In 2017 the bloc’s economy was a surprise global star and any signs the energy, alongside rising price pressures, has carried into this year will be welcomed by the European Central Bank as it moves to unwind its super-loose monetary policy.
IHS Markit’s January final manufacturing Purchasing Managers’ Index for the euro zone was 59.6, matching an earlier preliminary reading but below December’s 60.6 - which was the highest since the survey began in June 1997.
An index measuring output that feeds into a composite PMI due on Monday and seen as a good gauge of economic health did fall to 61.1 from December’s record high of 62.2 but has only been higher six times in the survey’s 20-year history.
“The euro zone’s manufacturing boom continued in full swing in January,” said Chris Williamson, chief business economist at IHS Markit.
Among the bloc’s four biggest economies, PMI readings remained close to record highs in Germany and Italy and among the best for 17 years and a decade in France and Spain respectively.
Indicating February would also be a busy month, new orders growth was at a near record pace as was employment. Firms also built up a solid backlog of work and were their most optimistic in at least 5-1/2 years.

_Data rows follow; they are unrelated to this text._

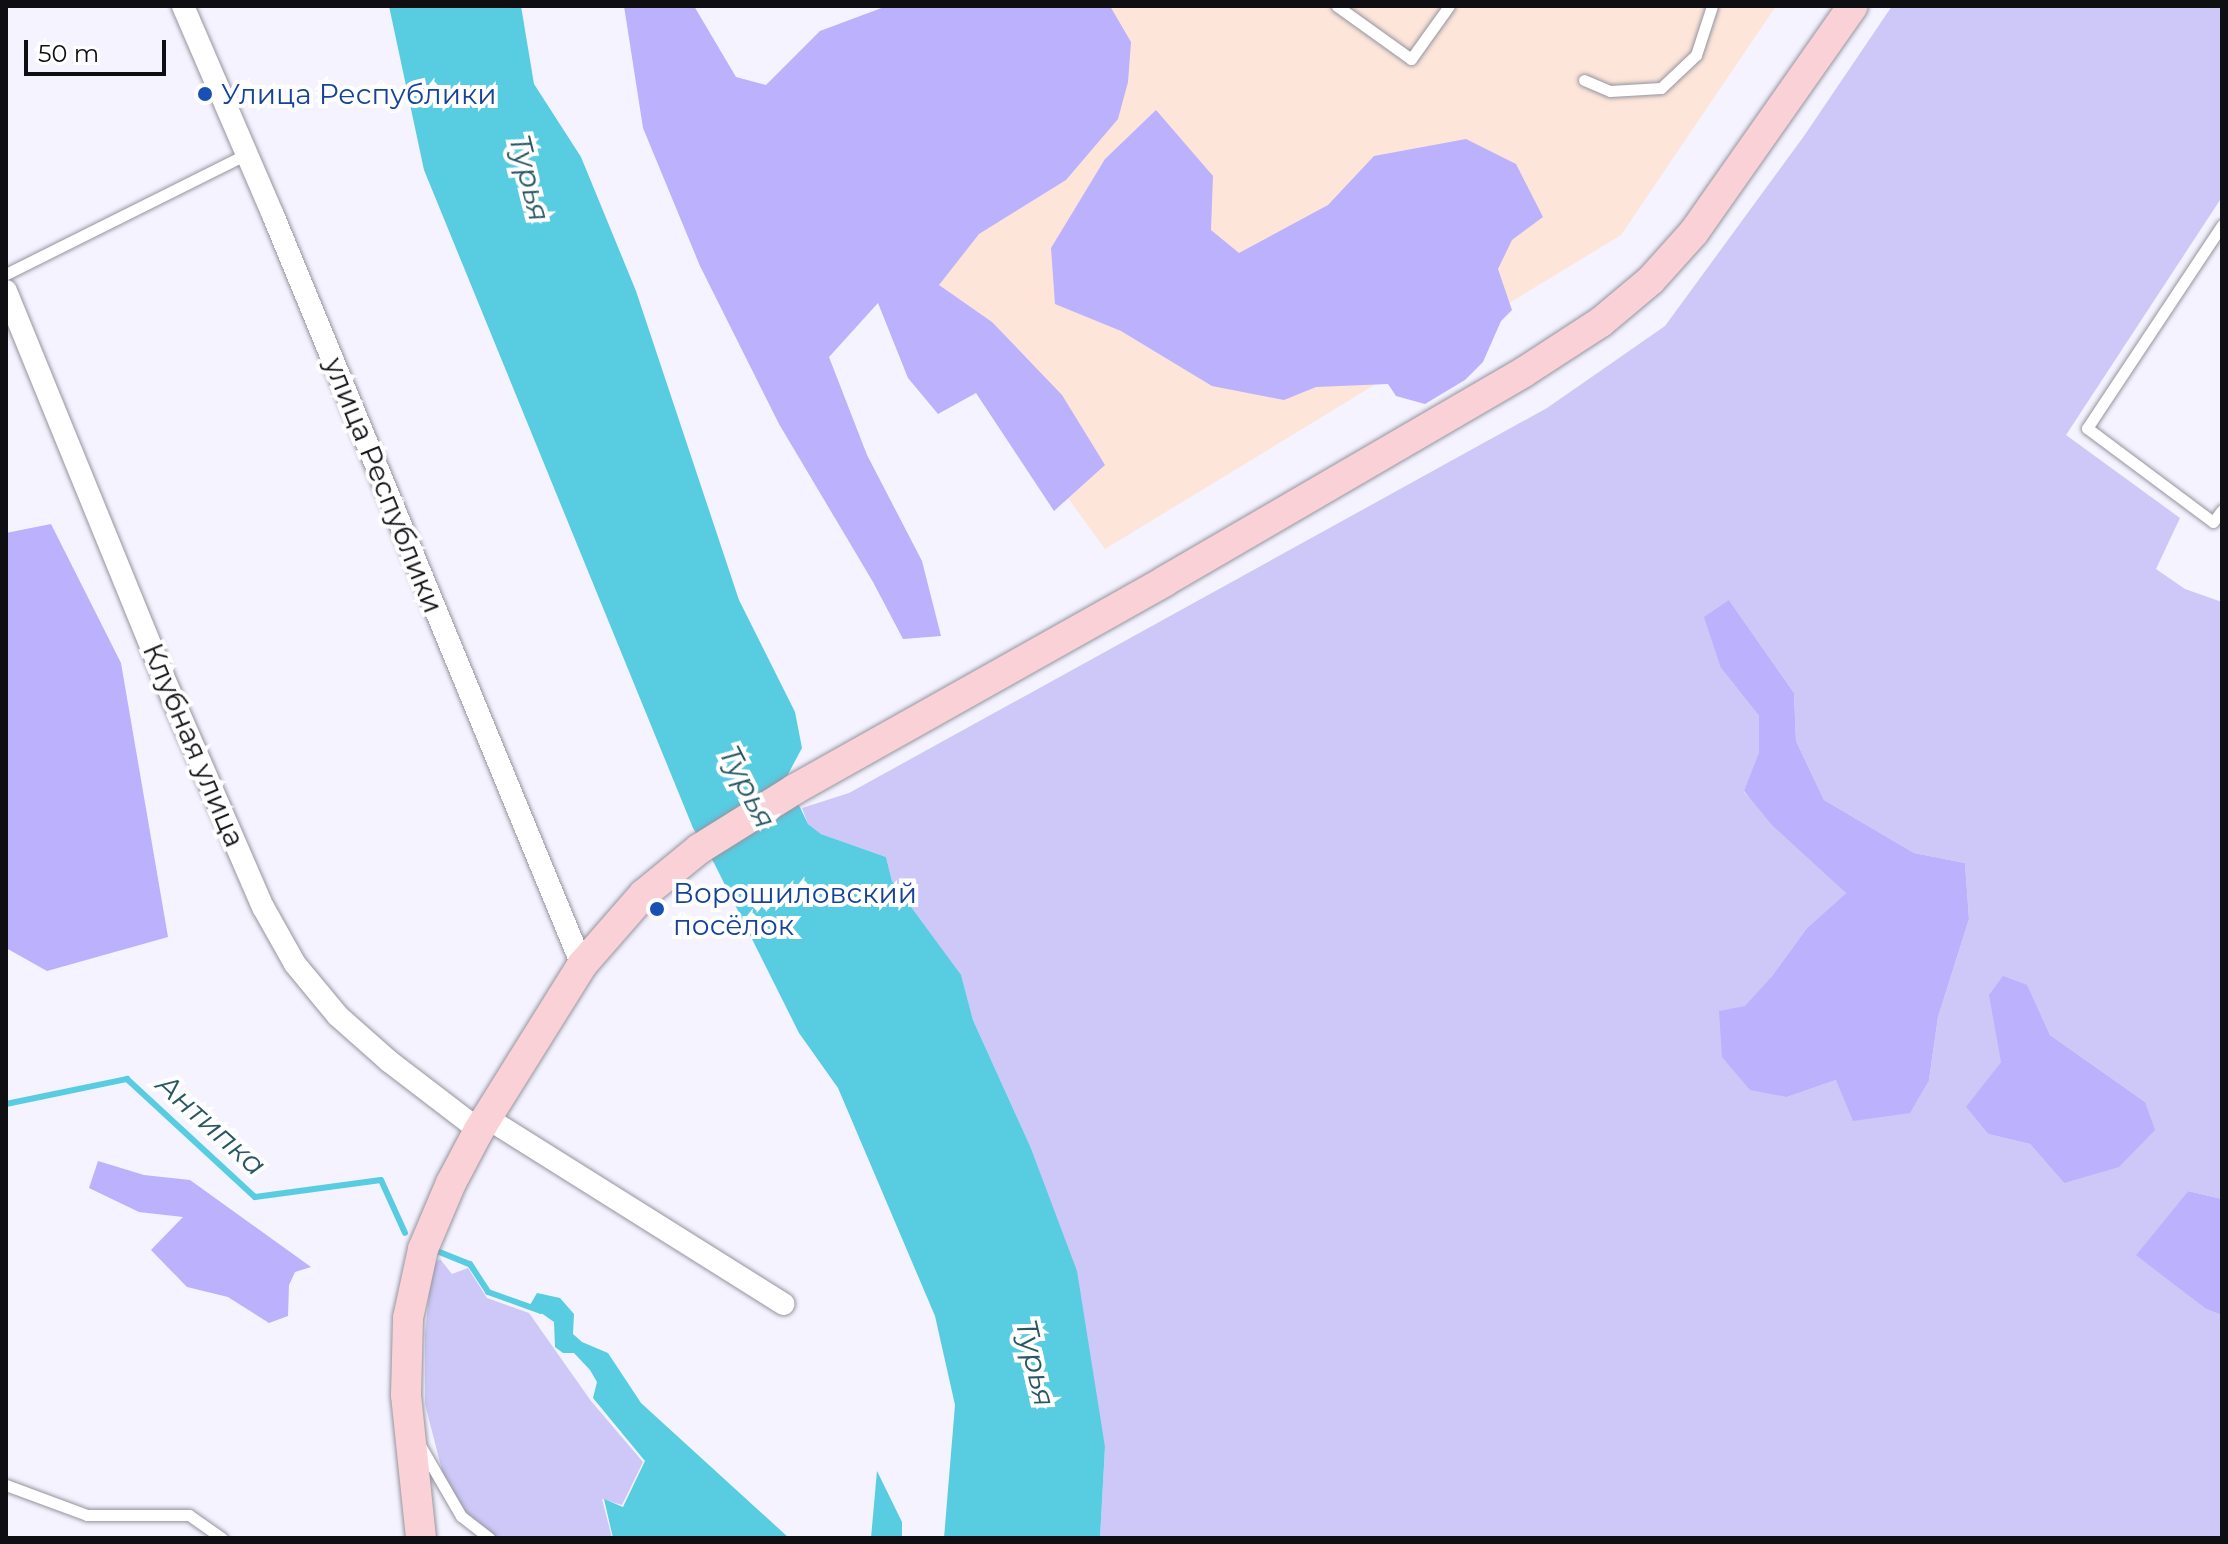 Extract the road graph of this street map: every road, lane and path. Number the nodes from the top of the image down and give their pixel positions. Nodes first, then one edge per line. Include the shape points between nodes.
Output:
1 (183, 6) edge
2 (1337, 6) edge
3 (1449, 6) edge
4 (1712, 6) edge
5 (1853, 6) edge
6 (1584, 80) dead end
7 (248, 154) junction
8 (2222, 225) edge
9 (6, 274) edge
10 (6, 291) edge
11 (2222, 510) edge
12 (582, 965) junction
13 (483, 1124) junction
14 (784, 1304) dead end
15 (410, 1431) junction
16 (6, 1485) edge
17 (222, 1538) edge
18 (421, 1538) edge
19 (489, 1538) edge

1 - 7 street, улица Республики
2 - 3 lane via 1411,59
4 - 6 lane via 1696,55 1661,88 1610,91
5 - 12 main road via 1694,232 1651,280 1601,322 1524,372 699,849 644,894
7 - 9 lane
7 - 12 street, улица Республики
8 - 11 lane via 2087,428 2213,522
10 - 13 street, Клубная улица via 162,674 263,907 295,964 338,1016 390,1062
12 - 13 main road
13 - 14 street, Клубная улица
13 - 15 main road via 428,1236 412,1287 406,1380
15 - 18 main road
15 - 19 lane via 461,1516
16 - 17 lane via 87,1515 189,1515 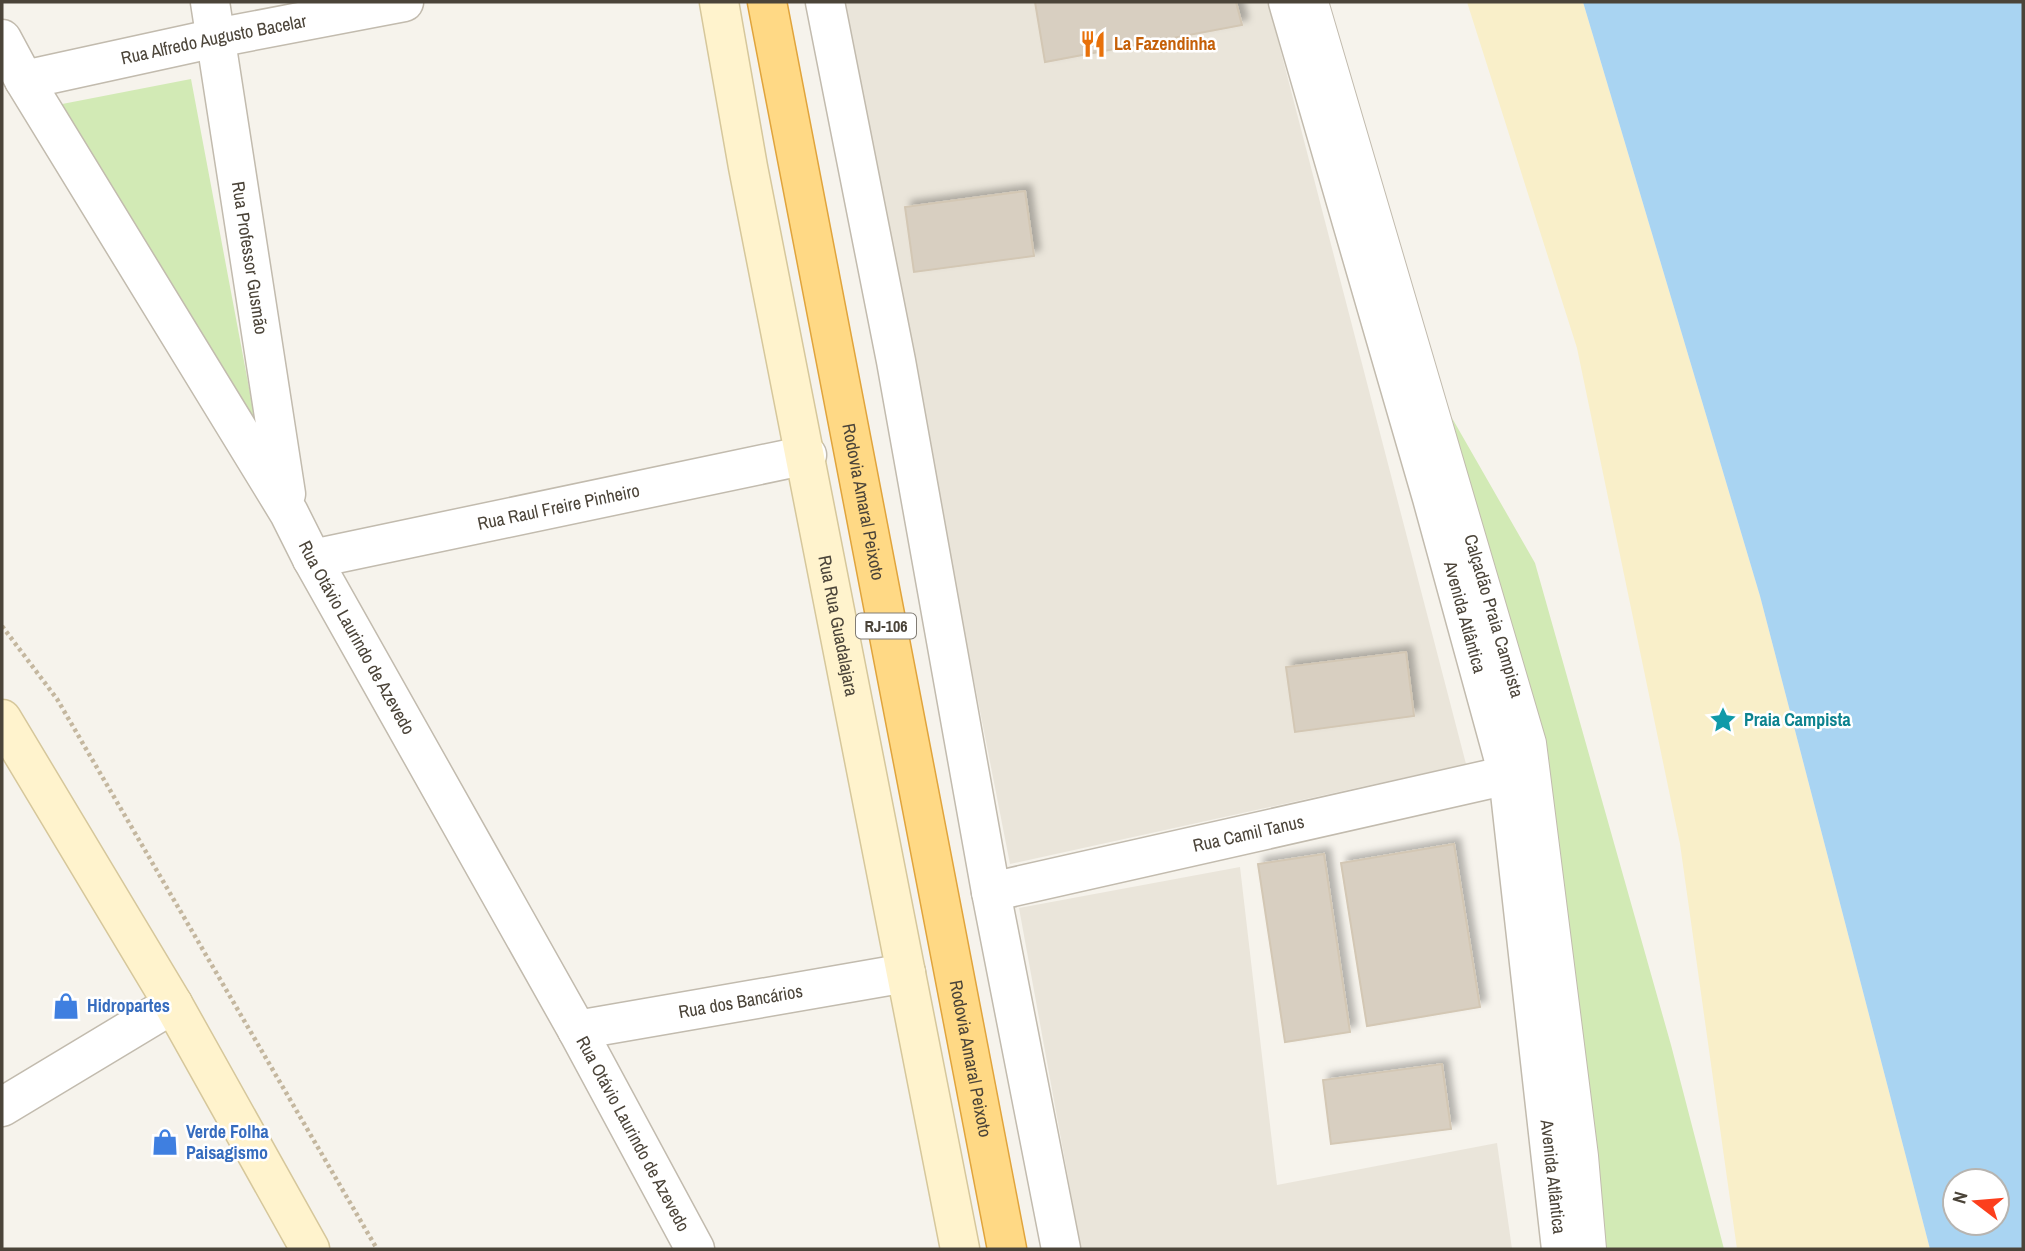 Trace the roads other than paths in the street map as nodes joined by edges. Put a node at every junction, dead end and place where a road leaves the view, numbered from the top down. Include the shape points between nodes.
1 (404, 2) edge
2 (719, 2) edge
3 (767, 2) edge
4 (825, 2) edge
5 (1288, 2) edge
6 (1313, 2) edge
7 (213, 20) edge
8 (2, 39) edge
9 (24, 80) junction
10 (807, 454) junction
11 (289, 513) junction
12 (312, 559) junction
13 (2, 719) edge
14 (1508, 775) junction
15 (991, 892) junction
16 (906, 973) junction
17 (173, 1004) junction
18 (577, 1030) junction
19 (2, 1107) edge
20 (310, 1249) edge
21 (695, 1249) edge
22 (960, 1249) edge
23 (1007, 1249) edge
24 (1061, 1249) edge
25 (1560, 1249) edge
26 (1591, 1249) edge

1 - 7 street, Rua Alfredo Augusto Bacelar
2 - 10 main road, Rua Rua Guadalajara
3 - 23 highway, Rodovia Amaral Peixoto / RJ-106
4 - 15 street via 896,361
5 - 14 street, Avenida Atlântica
6 - 26 street, Calçadão Praia Campista via 1531,743
7 - 9 street, Rua Alfredo Augusto Bacelar
7 - 11 street, Rua Professor Gusmão
8 - 9 street, Rua Otávio Laurindo de Azevedo
9 - 11 street, Rua Otávio Laurindo de Azevedo
10 - 12 street, Rua Raul Freire Pinheiro
10 - 16 main road, Rua Rua Guadalajara
11 - 12 street, Rua Otávio Laurindo de Azevedo
12 - 18 street, Rua Otávio Laurindo de Azevedo
13 - 17 main road
14 - 15 street, Rua Camil Tanus
14 - 25 street, Avenida Atlântica
15 - 24 street
16 - 18 street, Rua dos Bancários
16 - 22 main road, Rua Rua Guadalajara
17 - 19 street
17 - 20 main road
18 - 21 street, Rua Otávio Laurindo de Azevedo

In a development that is likely also to delight ECB policymakers, who have struggled for years to get inflation anywhere near their 2 percent target ceiling, factories increased their prices at the fastest rate since mid-2011.
Euro zone inflation dipped as expected to 1.3 percent in December, official data showed on Wednesday, although core inflation rose. The PMI sub-index measuring output prices jumped in January to 58.0 from 56.3.
Last week, the ECB decided to keep policy unchanged and held off discussing winding down its massive stimulus programme, as inflation has yet to show any convincing upward trend.
The ECB will stop printing money by the end of the year, but a majority of economists polled by Reuters last month said they should do so much sooner, citing a solid and synchronised growth outlook for the currency bloc.